In the aftermath of a storm, the roof may not be the most appealing place to venture, but it’s integral it be inspected quickly for damage. Even when the weather is fair, it’s important to regularly monitor the state of your roof in order to provide proper maintenance and prevent unnecessary loss.
This type of inspection is costly in person-hours and inconvenient. Over the last few years, companies have been developing new technological approaches to check on how things look. One example is Betterview, which has solutions for property and casualty insurance companies. A combination of satellite and manned aircraft imagery, computer vision software and analytic models allows the company to remotely identify whether a roof is damaged, worn or potentially at some other risk like an overhanging tree.
The company has said that historical images after major storms can predict whether a roof is more likely to sustain significant damage in another event.
While the focus of Betterview is on insurance — which helps explain the choice of technologies that can use existing imagery rather than a custom inspection—other companies work farther afield. DroneBase claims it can remotely monitor properties at scale through a network of drone operators and analytics software to improve capital planning and ultimately lower operating costs. Not only does the company inspect roofs, but rooftop equipment and facades.

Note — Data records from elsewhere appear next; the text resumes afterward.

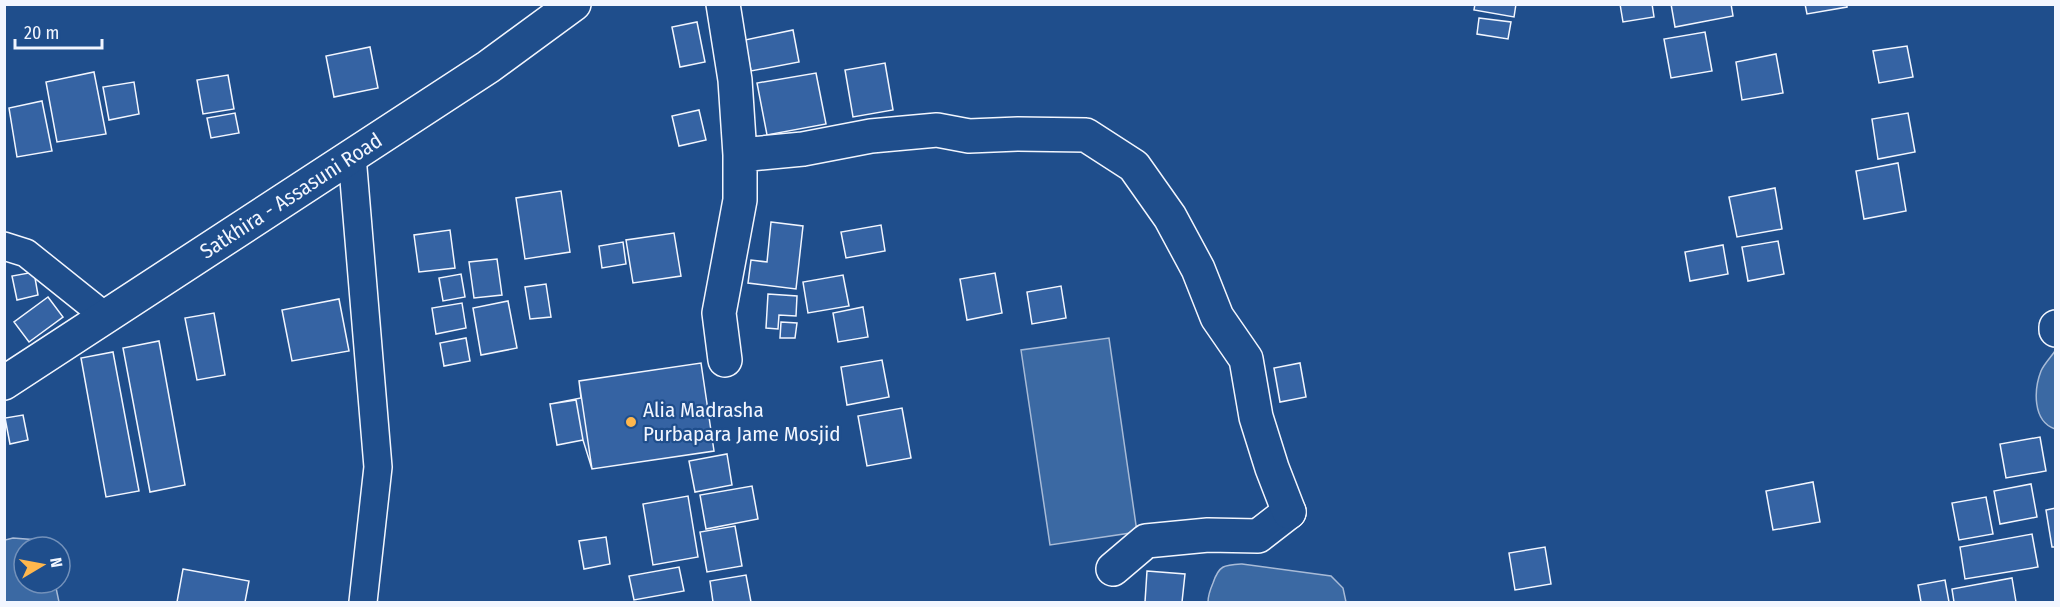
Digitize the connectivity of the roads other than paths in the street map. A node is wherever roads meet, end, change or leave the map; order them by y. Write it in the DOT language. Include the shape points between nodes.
graph roads {
  1 [pos="574,4"];
  2 [pos="723,4"];
  3 [pos="740,155"];
  4 [pos="352,156"];
  5 [pos="4,246"];
  6 [pos="106,317"];
  7 [pos="725,360"];
  8 [pos="4,383"];
  9 [pos="1113,569"];
  10 [pos="363,603"];
  1 -- 4 [label="main road, Satkhira - Assasuni Road" via="488,67"];
  2 -- 3 [label="main road" via="735,80"];
  3 -- 7 [label="main road" via="740,200 720,314"];
  3 -- 9 [label="main road" via="937,130 969,136 1086,135 1134,166 1170,217 1198,269 1217,317 1246,359 1256,417 1289,512 1258,536 1146,540"];
  4 -- 6 [label="main road, Satkhira - Assasuni Road"];
  4 -- 10 [label="street" via="378,466"];
  5 -- 6 [label="street" via="26,253"];
  6 -- 8 [label="main road, Satkhira - Assasuni Road"];
}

Another variation on roof tech is the type of imaging. Normal visible light can do a lot, but so can implementations of infrared imaging. The term infrared refers to a variety of electromagnetic wavelengths longer than visible light. A common application is to scan for sources of heat. As DruneBase suggested in an email, in a multifamily building, infrared imaging can identify moisture buildup under membrane roofs or HVAC leaks.
Different types of infrared, based on the wavelengths involved, also would suggest other potential uses. Variations on infrared can frequently differentiate between different organic and inorganic materials. In agriculture, for example, imaging can distinguish between different sorts of vegetation in a field. On a roof, by shifting the wavelengths scanned for, it might be possible to identify infestations of algae, mold, lichen, or other foreign material that could have a negative impact on property.